Smack whack. Plant thonk, pop plant, thonk ... thonk ... thonk, plattery plat, thonk, plat.
 
Over.
 
And quiet again, a careful quiet. Unreal feeling. Tense, present. Looking out over the yard to the garden.
 
The garden!
 
A Spring sprung winter covers everything, not white but ice, snowflakes are golf balls, misshapen, hard, laughing.
 
Steam rising. 
 
The sun, already out, begins the melting. Not all the hail will be gone, hiding in shadow corners, until tomorrow.
 
The nightmare was a short one. It is over. It is done. We pray.
 
I would shout now but my wind is as spent as the storm in the middle of March.
 
We put on our blue ponchos, solemn funeral dressing, grind open the sliding glass door, window to the instant-in-slow-motion movie, to madness, muck.
 
Stuck. The insanity crunches under our feet, walking.
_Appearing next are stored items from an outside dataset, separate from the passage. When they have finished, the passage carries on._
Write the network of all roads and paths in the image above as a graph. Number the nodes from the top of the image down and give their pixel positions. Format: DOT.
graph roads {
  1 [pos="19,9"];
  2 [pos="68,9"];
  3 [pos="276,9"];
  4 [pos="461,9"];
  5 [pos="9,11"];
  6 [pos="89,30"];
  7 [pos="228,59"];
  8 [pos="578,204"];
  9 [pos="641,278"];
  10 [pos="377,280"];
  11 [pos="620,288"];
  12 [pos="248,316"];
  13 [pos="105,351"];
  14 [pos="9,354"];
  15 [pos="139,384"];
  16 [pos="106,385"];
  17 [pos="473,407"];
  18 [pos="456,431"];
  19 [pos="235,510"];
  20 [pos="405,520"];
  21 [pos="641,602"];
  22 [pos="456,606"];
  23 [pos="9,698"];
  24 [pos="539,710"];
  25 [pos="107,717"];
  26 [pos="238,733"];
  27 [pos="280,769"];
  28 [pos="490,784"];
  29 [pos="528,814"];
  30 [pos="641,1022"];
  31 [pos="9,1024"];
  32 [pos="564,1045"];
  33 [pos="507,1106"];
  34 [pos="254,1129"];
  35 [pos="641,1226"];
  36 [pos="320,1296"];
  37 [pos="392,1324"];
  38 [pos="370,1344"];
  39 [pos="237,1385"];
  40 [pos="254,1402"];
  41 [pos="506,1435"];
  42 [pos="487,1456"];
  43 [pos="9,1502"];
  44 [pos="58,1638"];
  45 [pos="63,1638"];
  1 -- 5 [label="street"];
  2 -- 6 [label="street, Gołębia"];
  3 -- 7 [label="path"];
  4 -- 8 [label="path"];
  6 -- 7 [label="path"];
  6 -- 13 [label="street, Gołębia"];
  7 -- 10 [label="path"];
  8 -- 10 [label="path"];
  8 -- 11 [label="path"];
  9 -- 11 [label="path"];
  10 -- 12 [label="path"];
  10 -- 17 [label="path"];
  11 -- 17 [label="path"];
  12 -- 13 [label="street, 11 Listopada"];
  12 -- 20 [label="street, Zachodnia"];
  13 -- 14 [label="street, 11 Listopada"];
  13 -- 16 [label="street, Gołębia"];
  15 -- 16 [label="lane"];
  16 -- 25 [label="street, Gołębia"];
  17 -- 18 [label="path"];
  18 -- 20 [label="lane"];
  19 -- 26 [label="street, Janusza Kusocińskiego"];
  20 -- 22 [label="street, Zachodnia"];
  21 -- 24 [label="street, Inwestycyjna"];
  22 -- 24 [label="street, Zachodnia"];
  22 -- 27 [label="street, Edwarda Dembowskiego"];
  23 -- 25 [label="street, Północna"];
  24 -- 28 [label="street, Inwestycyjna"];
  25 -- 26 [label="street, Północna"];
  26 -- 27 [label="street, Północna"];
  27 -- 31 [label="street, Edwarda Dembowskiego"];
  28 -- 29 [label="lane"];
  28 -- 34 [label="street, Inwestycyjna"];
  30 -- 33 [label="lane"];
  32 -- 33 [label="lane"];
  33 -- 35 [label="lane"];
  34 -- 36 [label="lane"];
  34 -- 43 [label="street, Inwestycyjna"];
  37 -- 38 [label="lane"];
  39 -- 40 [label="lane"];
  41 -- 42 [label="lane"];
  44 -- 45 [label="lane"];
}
Sleep walking. Still a dream.
 
Hail slithers under our feet. It is everywhere. Thick blanket, rumpled and folded high against anything daring to defy. 
 
Check the house. Windows broken. No, there are no windows. Screens and sashes and the semblance of protection, gone. Ninety seconds! Wind driven, solid ice anger.
 
The green tractor's thick plastic hood, swiss cheese.  Molding, cracked. Emergency lights blinking, the seat pummeled into thick yellow pieces of sponge cake, wet.
 
Fourteen trees planted only last weekend, an orchard, our orchard, aborted. Pregnant plumb, pregnant peach, pregnant apricot, pear. Gone. No blossoms. No lemons or grapefruit or oranges this year. Some limbs, severed, bark stripped, bleeding.
 
Five hundred growing things, squash, lettuce, broccoli, cauliflower, chard, jalapeño, pimento, red and yellow and green sweet bells, peppers by every name and strawberries and thyme and rosemary and sage. Nothing but maybe a few stems and one half of a leaf or two, broken.
 
Hiroshima.
 
I don't like looking at pictures of Hiroshima.
 
Ninety seconds undoes ninety hours, times three. It's mathematical, statistical, impossible reality. All the work, the sweat, the investment, the promise! 
 
"But faith is like a mustard seed", a Sunday School parable marbled, my mouth now to filled with non-Sunday School thinking.
 
Lynn went out and cursed God that night. I stayed in and wondered if I had the voice to curse God.
 
Neither mattered the next day.
 
A neighbor wandered over, old Texas wisdom. 
 
"Back in nineteen hundred ninety nine, had one hell of a goddamn hail storm. Worse than this 'un. Ripped things up like this one. Didn't have a garden back then so it didn't matter as much. My garden's pretty ripped up too. You' can count on them storms 'bout every ten years or so, so I guess we were due one. You all have a nice, pretty garden here. Don't worry 'bout things. All that'll come back, good as new, cept' them lemons and plumbs and them peaches and 'cots. Gonna have to wait a 'nother year maybe for that. Most this'll come back though, with a vengeance I'm telling ya', taller, stronger. Yep, mighty pretty garden you have here."
 
Mustard seeds and mountains.
 
Blisters and blessings.
 
Having faith the five hundred seeds planted this Saturday and Sunday by two kneeling gardeners, wife and husband, would soon push up through the dirt into the song of the Mocking Bird.